Life, part 36

This was supposed to be the last episode of this series, but while writing it I discovered a bug in my implementation of Hensel’s QuickLife algorithm. It’s a small defect, easily fixed, but I thought it might be interesting to dig into it. (The bug is in the code from episodes 30 through 35; I’ve fixed it in the episode 35 branch.)

When I’m investigating a defect, there are a lot of stages I go through. Today we’ll look at:

  • Make a minimal reproducer
  • Determine the exact code path that causes the defect
  • Understand what went wrong at the level of the code
  • Fix it
  • Do a root cause analysis
  • Sum up the lessons learned

Of course if this were a product there would be more steps in there, such as code review of the fix, writing regression tests, getting the regressions code reviewed, adding assertions that verify the violated invariant elsewhere, reviewing related code for similar defects, determining if customers are affected by the bug or the fix, and so on. Obviously we won’t go through those here!

It took me some time to find a minimal repro; I won’t go through how I did so because it was tedious trial and error; suffice to say that I found a very complicated reproducer by accident and then made it smaller and smaller until I could go no further.

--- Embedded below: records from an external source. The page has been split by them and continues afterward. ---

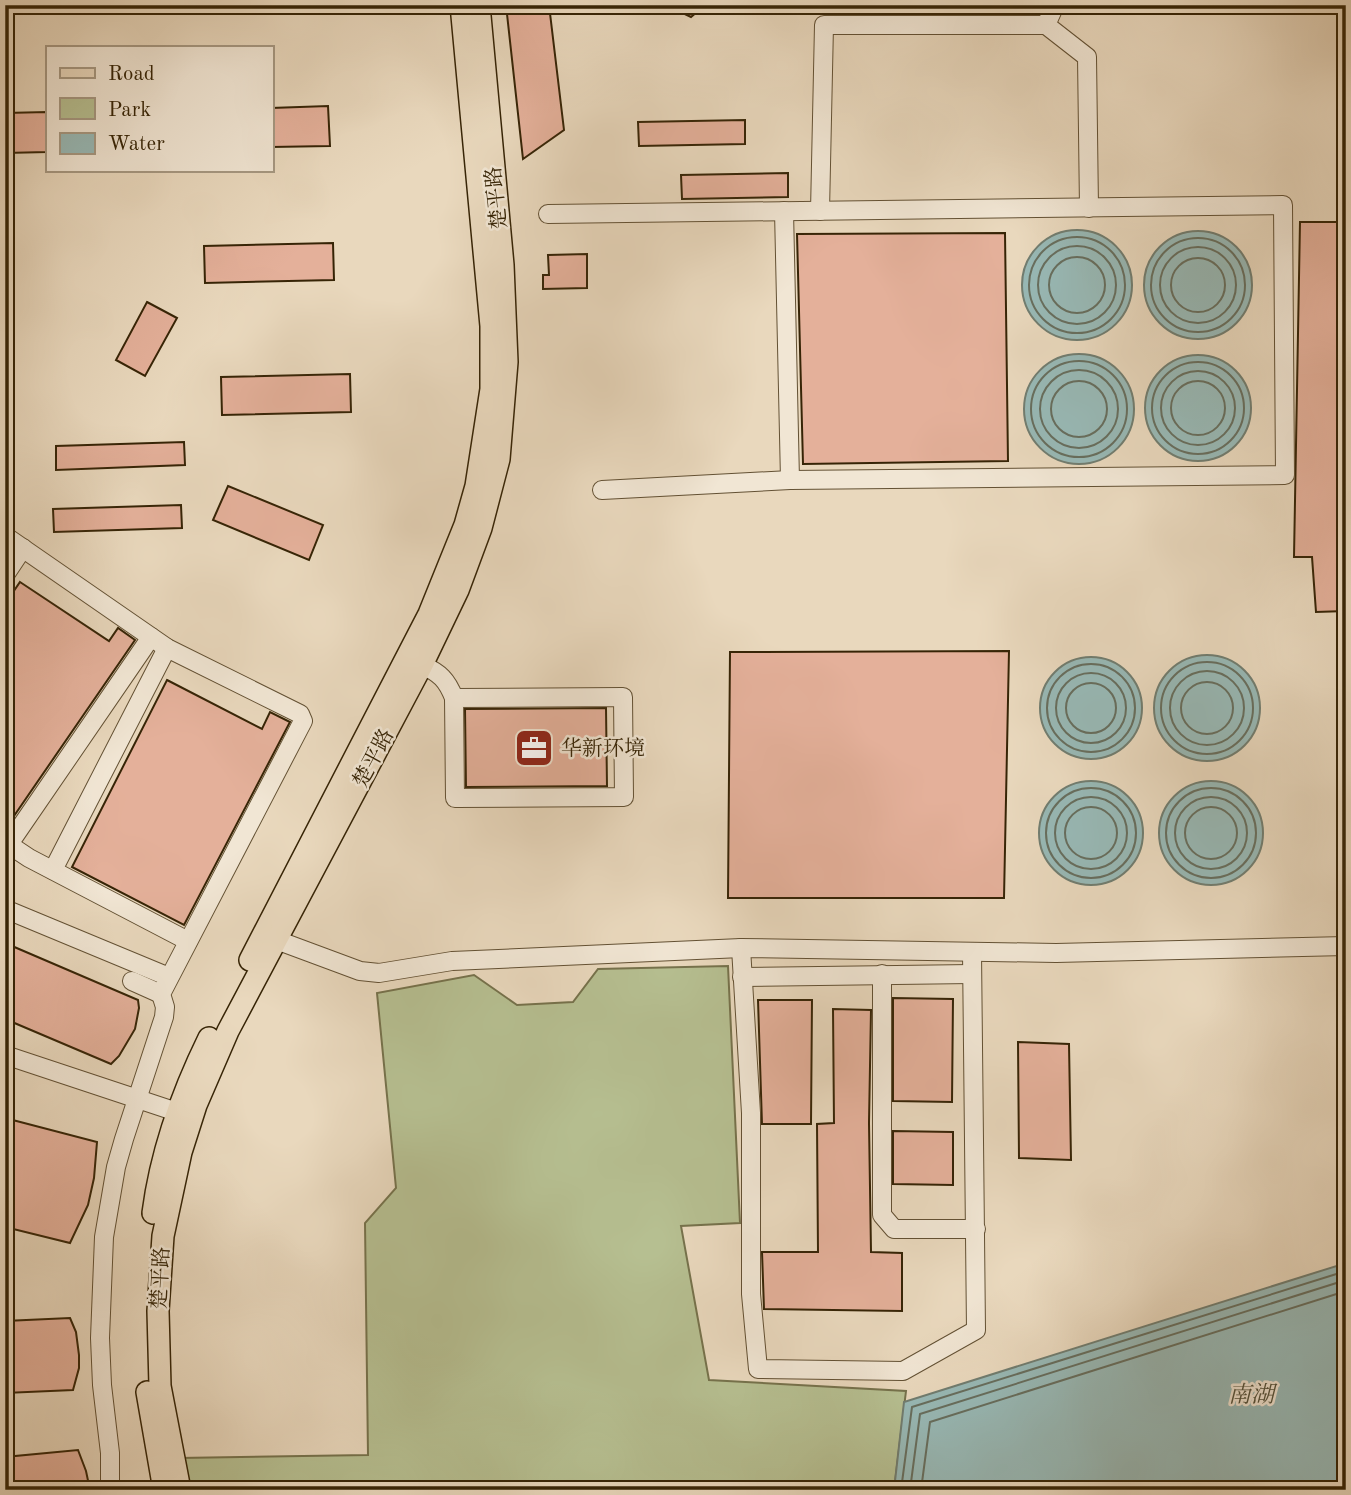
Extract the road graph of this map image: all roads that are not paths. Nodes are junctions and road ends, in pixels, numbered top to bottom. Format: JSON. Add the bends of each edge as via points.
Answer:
{"nodes":[{"id":1,"x":461,"y":5,"type":"edge"},
{"id":2,"x":479,"y":5,"type":"edge"},
{"id":3,"x":1055,"y":5,"type":"edge"},
{"id":4,"x":1046,"y":24,"type":"junction"},
{"id":5,"x":1090,"y":208,"type":"junction"},
{"id":6,"x":784,"y":211,"type":"junction"},
{"id":7,"x":820,"y":211,"type":"junction"},
{"id":8,"x":548,"y":214,"type":"dead end"},
{"id":9,"x":790,"y":480,"type":"junction"},
{"id":10,"x":602,"y":490,"type":"dead end"},
{"id":11,"x":5,"y":536,"type":"edge"},
{"id":12,"x":23,"y":548,"type":"junction"},
{"id":13,"x":5,"y":575,"type":"edge"},
{"id":14,"x":151,"y":637,"type":"junction"},
{"id":15,"x":167,"y":648,"type":"junction"},
{"id":16,"x":422,"y":665,"type":"junction"},
{"id":17,"x":454,"y":698,"type":"junction"},
{"id":18,"x":7,"y":843,"type":"edge"},
{"id":19,"x":53,"y":870,"type":"junction"},
{"id":20,"x":5,"y":908,"type":"edge"},
{"id":21,"x":270,"y":938,"type":"junction"},
{"id":22,"x":188,"y":942,"type":"junction"},
{"id":23,"x":1346,"y":946,"type":"edge"},
{"id":24,"x":741,"y":948,"type":"junction"},
{"id":25,"x":972,"y":952,"type":"junction"},
{"id":26,"x":882,"y":974,"type":"junction"},
{"id":27,"x":972,"y":974,"type":"junction"},
{"id":28,"x":134,"y":977,"type":"dead end"},
{"id":29,"x":743,"y":977,"type":"junction"},
{"id":30,"x":165,"y":986,"type":"junction"},
{"id":31,"x":5,"y":1055,"type":"edge"},
{"id":32,"x":5,"y":1066,"type":"edge"},
{"id":33,"x":134,"y":1103,"type":"junction"},
{"id":34,"x":184,"y":1119,"type":"junction"},
{"id":35,"x":976,"y":1229,"type":"junction"},
{"id":36,"x":110,"y":1490,"type":"edge"},
{"id":37,"x":164,"y":1490,"type":"edge"},
{"id":38,"x":180,"y":1490,"type":"edge"}],
"edges":[{"from":1,"to":21,"type":"main road","name":"楚平路","via":[[491,326],[491,389],[476,486],[429,614]]},
{"from":2,"to":16,"type":"main road","name":"楚平路","via":[[503,265],[507,390],[499,459],[481,528]]},
{"from":3,"to":4,"type":"street"},
{"from":4,"to":5,"type":"street","via":[[1087,57]]},
{"from":4,"to":7,"type":"street","via":[[824,25]]},
{"from":5,"to":7,"type":"street"},
{"from":5,"to":9,"type":"street","via":[[1283,205],[1285,475]]},
{"from":6,"to":7,"type":"street"},
{"from":6,"to":8,"type":"street"},
{"from":6,"to":9,"type":"street"},
{"from":9,"to":10,"type":"street"},
{"from":11,"to":12,"type":"street"},
{"from":12,"to":13,"type":"street"},
{"from":12,"to":14,"type":"street"},
{"from":14,"to":15,"type":"street"},
{"from":14,"to":18,"type":"street"},
{"from":15,"to":19,"type":"street"},
{"from":15,"to":22,"type":"street","via":[[300,714],[303,721]]},
{"from":16,"to":17,"type":"street","via":[[438,671]]},
{"from":16,"to":21,"type":"main road","name":"楚平路"},
{"from":17,"to":17,"type":"street","via":[[455,798],[624,797],[623,697]]},
{"from":18,"to":19,"type":"street"},
{"from":19,"to":22,"type":"street"},
{"from":20,"to":30,"type":"street"},
{"from":21,"to":24,"type":"street","via":[[360,971],[379,973],[452,961]]},
{"from":21,"to":34,"type":"main road","name":"楚平路","via":[[201,1054]]},
{"from":22,"to":30,"type":"street"},
{"from":23,"to":25,"type":"street"},
{"from":24,"to":25,"type":"street"},
{"from":24,"to":29,"type":"street"},
{"from":25,"to":27,"type":"street"},
{"from":26,"to":27,"type":"street"},
{"from":26,"to":29,"type":"street"},
{"from":26,"to":35,"type":"street","via":[[882,1215],[894,1228]]},
{"from":27,"to":35,"type":"street"},
{"from":28,"to":30,"type":"street"},
{"from":29,"to":35,"type":"street","via":[[751,1113],[751,1294],[758,1369],[903,1371],[976,1330]]},
{"from":30,"to":33,"type":"street","via":[[163,1021]]},
{"from":31,"to":33,"type":"street"},
{"from":32,"to":33,"type":"street"},
{"from":33,"to":34,"type":"street"},
{"from":33,"to":36,"type":"street","via":[[116,1167],[102,1261],[100,1338]]},
{"from":34,"to":37,"type":"main road","name":"楚平路","via":[[155,1203],[144,1310],[147,1388]]},
{"from":34,"to":38,"type":"main road","name":"楚平路","via":[[158,1299],[160,1387]]}]}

The minimal repro is very straightforward; we load this pattern into an empty QuickLife instance and step it two ticks. There is only one active Quad4. The even generation of the active Quad4 looks like this:

The first step we are going from even generation zero to odd generation one; recall that in QuickLife, the odd generation is offset by one cell in each direction, so odd generation one should look like this:

That’s a still Life, so if we’ve done things correctly, even generation two should look like:

But we have not done things correctly, and it does not look like this! Instead we observe that generation two is displayed as being the same as generation zero and that moreover, this pattern continues on subsequent even generations. We have a little isolated one-cell blinker, which should be impossible.

(ASIDE: This is the simplest version of this defect; while investigating I also found more complex versions where the “spark” part was in an adjacent Quad4 and the “block” part was not a still Life. Going through the more complex scenarios would make this long post much longer but both the root cause and the fix are the same, so I will skip that part of the analysis.)

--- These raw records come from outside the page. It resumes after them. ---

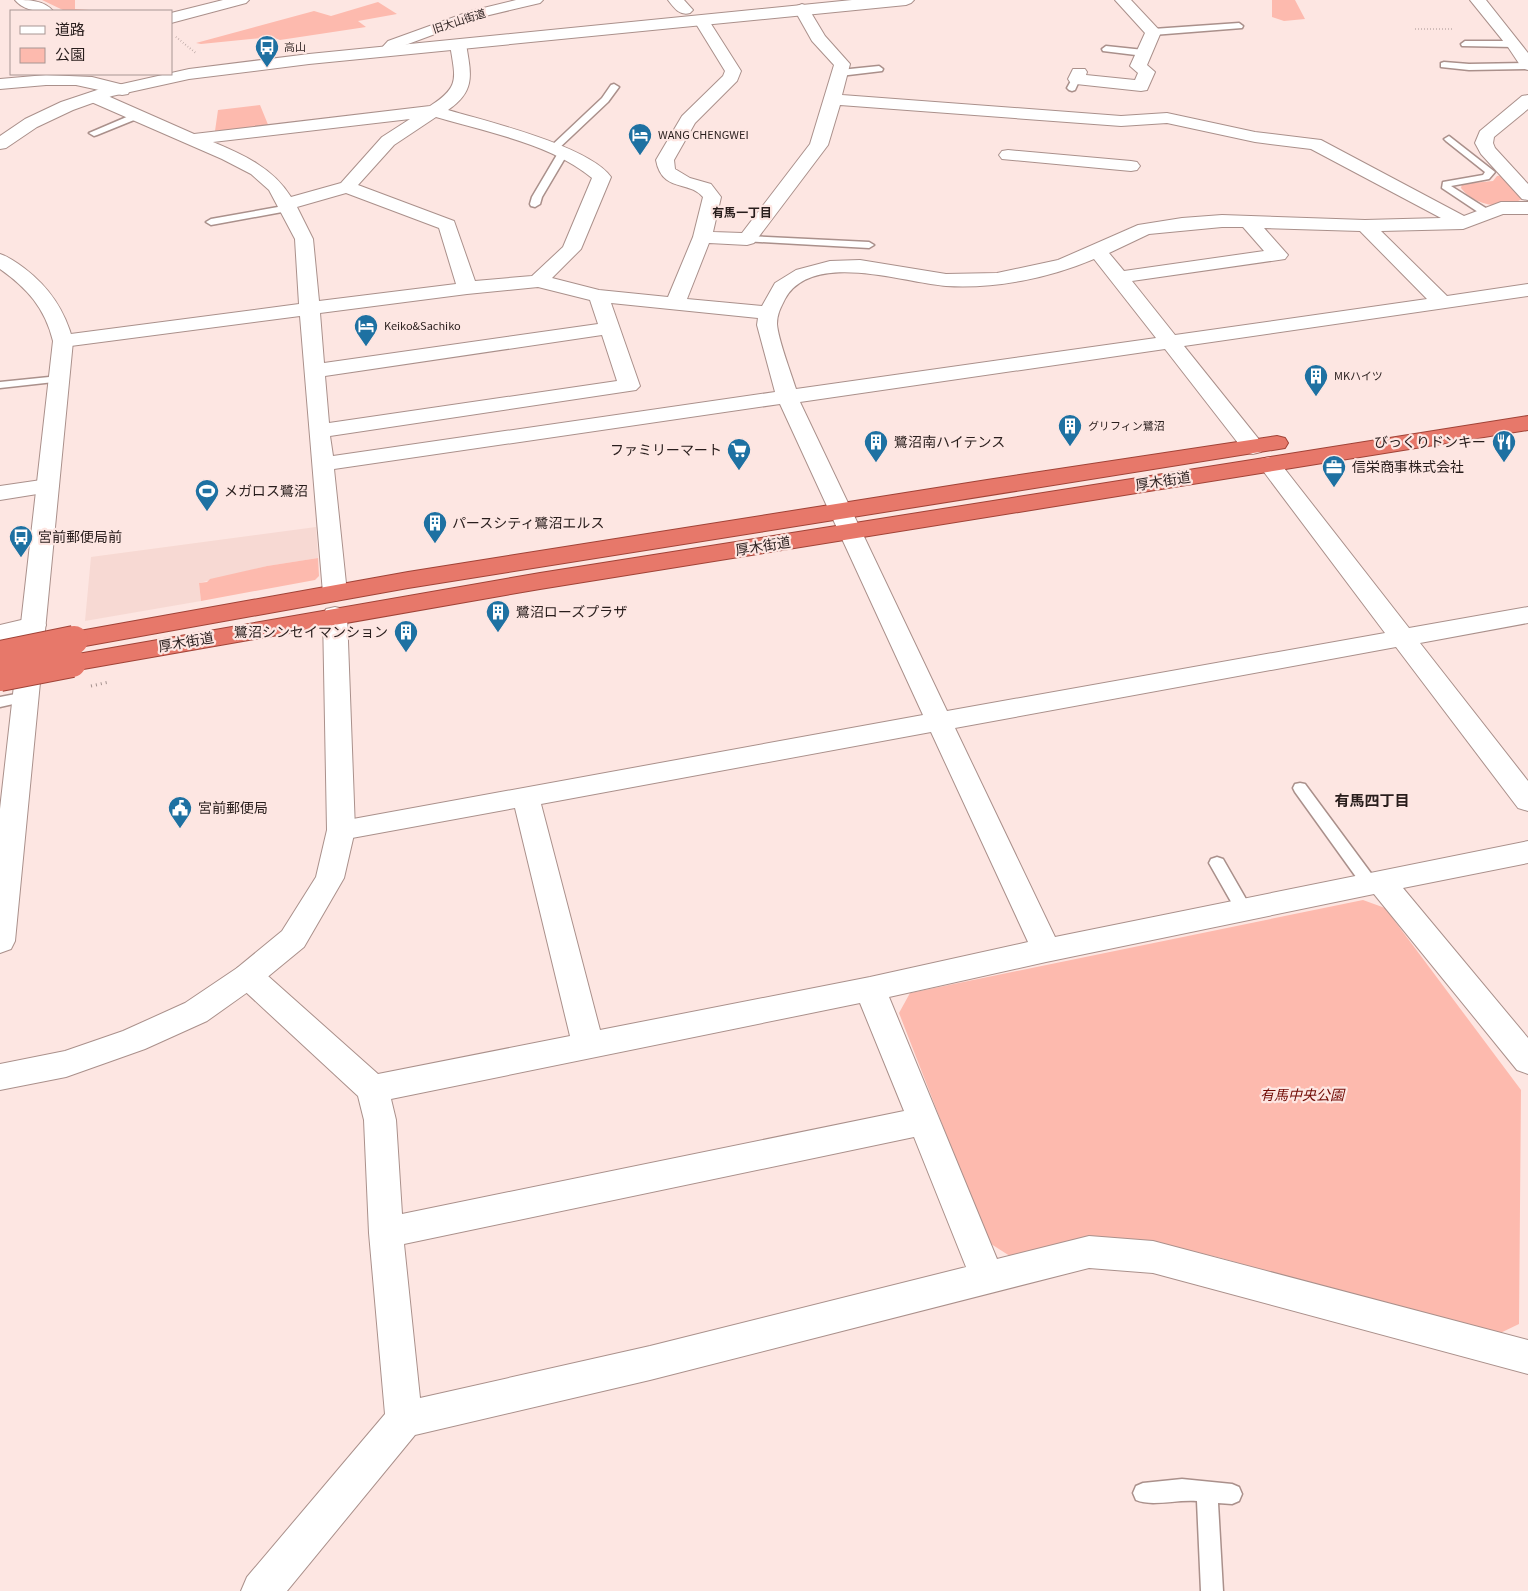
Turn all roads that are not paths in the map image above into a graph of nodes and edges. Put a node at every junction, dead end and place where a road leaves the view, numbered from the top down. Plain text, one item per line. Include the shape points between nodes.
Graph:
1 (23, 0) edge
2 (241, 0) edge
3 (535, 0) edge
4 (906, 0) edge
5 (1123, 0) edge
6 (1478, 0) edge
7 (802, 9) junction
8 (43, 10) edge
9 (172, 18) edge
10 (701, 19) junction
11 (1238, 26) dead end
12 (1152, 32) junction
13 (458, 44) junction
14 (1465, 44) dead end
15 (1514, 44) junction
16 (1106, 49) dead end
17 (386, 52) junction
18 (1144, 54) junction
19 (1444, 65) dead end
20 (1528, 66) edge
21 (879, 70) dead end
22 (840, 73) junction
23 (1076, 80) dead end
24 (0, 84) edge
25 (614, 87) dead end
26 (122, 90) junction
27 (95, 97) junction
28 (833, 99) junction
29 (1528, 100) edge
30 (434, 111) junction
31 (9, 116) dead end
32 (43, 116) junction
33 (136, 116) junction
34 (94, 133) dead end
35 (1048, 137) junction
36 (1449, 139) dead end
37 (190, 140) junction
38 (0, 144) edge
39 (558, 151) junction
40 (1008, 155) dead end
41 (1131, 166) dead end
42 (347, 187) junction
43 (1528, 195) edge
44 (536, 204) dead end
45 (288, 206) junction
46 (1528, 208) edge
47 (1488, 214) junction
48 (211, 222) dead end
49 (1248, 222) junction
50 (1463, 223) junction
51 (1366, 226) junction
52 (702, 237) junction
53 (747, 239) junction
54 (868, 245) dead end
55 (1098, 252) junction
56 (0, 260) edge
57 (1118, 277) junction
58 (538, 280) junction
59 (467, 288) junction
60 (1528, 290) edge
61 (599, 296) junction
62 (1442, 302) junction
63 (675, 304) junction
64 (310, 308) junction
65 (768, 313) junction
66 (609, 328) junction
67 (63, 341) junction
68 (1170, 342) junction
69 (315, 371) junction
70 (59, 379) junction
71 (0, 386) edge
72 (788, 396) junction
73 (1528, 404) edge
74 (1528, 423) edge
75 (319, 431) junction
76 (1261, 456) junction
77 (324, 464) junction
78 (48, 486) junction
79 (0, 493) edge
80 (846, 522) junction
81 (335, 604) junction
82 (1528, 616) edge
83 (34, 625) junction
84 (0, 633) edge
85 (1403, 638) junction
86 (73, 651) junction
87 (0, 655) edge
88 (0, 677) edge
89 (26, 697) junction
90 (0, 702) edge
91 (939, 721) junction
92 (1300, 788) dead end
93 (526, 798) junction
94 (1528, 801) edge
95 (341, 830) junction
96 (1528, 852) edge
97 (1217, 863) dead end
98 (1375, 883) junction
99 (1244, 910) junction
100 (0, 941) edge
101 (1046, 950) junction
102 (248, 976) junction
103 (870, 989) junction
104 (588, 1045) junction
105 (1528, 1061) edge
106 (0, 1077) edge
107 (372, 1089) junction
108 (924, 1121) junction
109 (386, 1233) junction
110 (988, 1278) junction
111 (1528, 1357) edge
112 (404, 1420) junction
113 (1208, 1492) junction
114 (1143, 1493) dead end
115 (1232, 1494) dead end
116 (261, 1591) edge
117 (1212, 1591) edge

1 - 8 street
2 - 9 street
3 - 17 street, 旧大山街道 via 476,14 394,44
4 - 7 street
5 - 12 street
6 - 15 street
7 - 10 street
7 - 22 street via 818,38 842,64
10 - 13 street
10 - 52 street via 733,70 731,78 688,120 665,160 667,172 684,182 705,188 712,197
11 - 12 lane
12 - 18 street
13 - 17 street
13 - 30 street via 463,75 461,87 451,100
14 - 15 lane
15 - 20 street
16 - 18 lane
17 - 26 street via 210,71
18 - 23 street via 1138,66 1147,72 1140,86
19 - 20 lane
21 - 22 lane
22 - 28 street
24 - 26 street via 82,80
25 - 39 lane
26 - 27 street
27 - 32 street
27 - 33 street
28 - 35 street
28 - 53 street via 819,145
29 - 43 street via 1486,135 1484,142 1487,150
30 - 37 street
30 - 39 street
30 - 42 street via 388,140
31 - 32 street
32 - 38 street
33 - 34 lane
33 - 37 street
35 - 40 street
35 - 41 street
35 - 50 street via 1121,121 1167,118 1255,137 1315,144
36 - 47 lane via 1490,172 1486,177 1446,184 1447,188
37 - 45 street via 257,170 276,187
39 - 44 lane
39 - 58 street via 602,177 571,249
42 - 45 street
42 - 59 street via 447,226
45 - 48 lane
45 - 64 street via 304,239
46 - 47 street via 1501,208
47 - 50 street
49 - 51 street
49 - 55 street via 1145,229
49 - 57 street via 1278,255
50 - 51 street
51 - 62 street
52 - 53 street
52 - 63 street
53 - 54 lane
55 - 57 street
55 - 65 street via 1063,265 997,279 946,280 860,266 830,267 803,274 782,287
56 - 67 street via 36,287 47,301 60,323
57 - 68 street
58 - 59 street
58 - 61 street
59 - 64 street
60 - 62 street
61 - 63 street
61 - 66 street
62 - 68 street
63 - 65 street
64 - 67 street
64 - 69 street
65 - 72 street via 767,325
66 - 69 street
66 - 75 street via 629,386
67 - 70 street
68 - 72 street
68 - 76 street
69 - 75 street
70 - 71 lane
70 - 78 street
72 - 77 street
72 - 80 street
73 - 76 highway, 厚木街道
74 - 76 highway, 厚木街道
75 - 77 street
76 - 80 highway, 厚木街道
76 - 85 street
77 - 81 street
78 - 79 street
78 - 83 street
80 - 81 highway, 厚木街道
80 - 91 street
81 - 86 highway, 厚木街道
81 - 95 street
82 - 85 street
83 - 84 street
83 - 89 street
85 - 91 street
85 - 94 street
86 - 87 highway, 厚木街道, bridge
86 - 88 highway, 厚木街道, bridge
89 - 90 lane
89 - 100 street
91 - 93 street
91 - 101 street
92 - 98 lane
93 - 95 street
93 - 104 street
95 - 102 street via 330,878 293,939
96 - 98 street
97 - 99 lane
98 - 99 street
98 - 105 street
99 - 101 street
101 - 103 street
102 - 106 street via 196,1012 134,1040 66,1064
102 - 107 street
103 - 104 street
103 - 108 street
104 - 107 street
107 - 109 street via 380,1120
108 - 109 street
108 - 110 street
109 - 112 street
110 - 111 street via 1089,1252 1153,1257
110 - 112 street via 650,1363
112 - 116 street
113 - 114 lane via 1182,1489
113 - 115 lane
113 - 117 lane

What code path leads to this defect?

First, a quick refresher. Recall that QuickLife gets its speed in several ways. The core logic that we are concerned about for this bug is:

  • A Quad4 represents two generations of a 16×16 fragment of the board; one even, one odd.
  • Each of the eight Quad3s in a Quad4 keeps track of four “regions” and whether those regions are active, stable or dead. By “stable” we mean “exactly the same as two ticks previous”, and by “dead” we mean “stable, and every cell is dead”.
  • If a Quad3 in an active Quad4 is stable or dead then we can skip computing its next generation because it will be the same as the previous generation.

The code I wrote to implement this earlier in the series is usually correct, but it is subtly wrong on generations zero and one, which of course can then cause the computation to be wrong on every subsequent generation. Let’s trace through it carefully and see where things go pear shaped.

Initial state:

  • The even half of the Quad4 cell state is as given in the first diagram.
  • The odd half of the Quad4 cell state is all dead.
  • All even and odd regions of all Quad3s are set to “active”.

To step from generation zero to generation one, remember we execute this code:

private void StepEven()
  foreach (Quad4 c in active)
    if (!RemoveStableEvenQuad4(c))
    c.StayActiveNextStep = false;

The even half of the Quad4 is marked active so we do not remove it, and enter the body of the condition:

public void StepEven()

Things are going to go wrong in the NE Quad3, so let’s take a look at that.

private void StepEvenNE()
  if (OddNEPossiblyActive())
    Quad3 newOddNE = Step9Quad2ToQuad3Even(...);
    OddNEState = oddNE.UpdateOddQuad3State(newOddNE, OddNEState);
    oddNE = newOddNE;
    OddNEState = oddNE.MakeOddStableOrDead(OddNEState);

The first thing we do is check if the odd cycle of the NE Quad3 could possibly change from its current state; since the even cycle is marked as active, it could. We enter the consequence of the condition and correctly compute that the odd NE Quad3 is all dead. There is only one isolated living cell there, and that’s not enough to sustain life.

Here’s the first thing that goes terribly wrong. UpdateOddQuad3State compares the new odd NE Quad3 to the previous one and discovers both of them are “all dead”. Remember our definition of the state bits: in order for a Quad3 region to be marked as “dead” it must be (1) all dead, and (2) stable; all dead twice. We therefore mark the odd NE Quad3 as “dead” in all four regions.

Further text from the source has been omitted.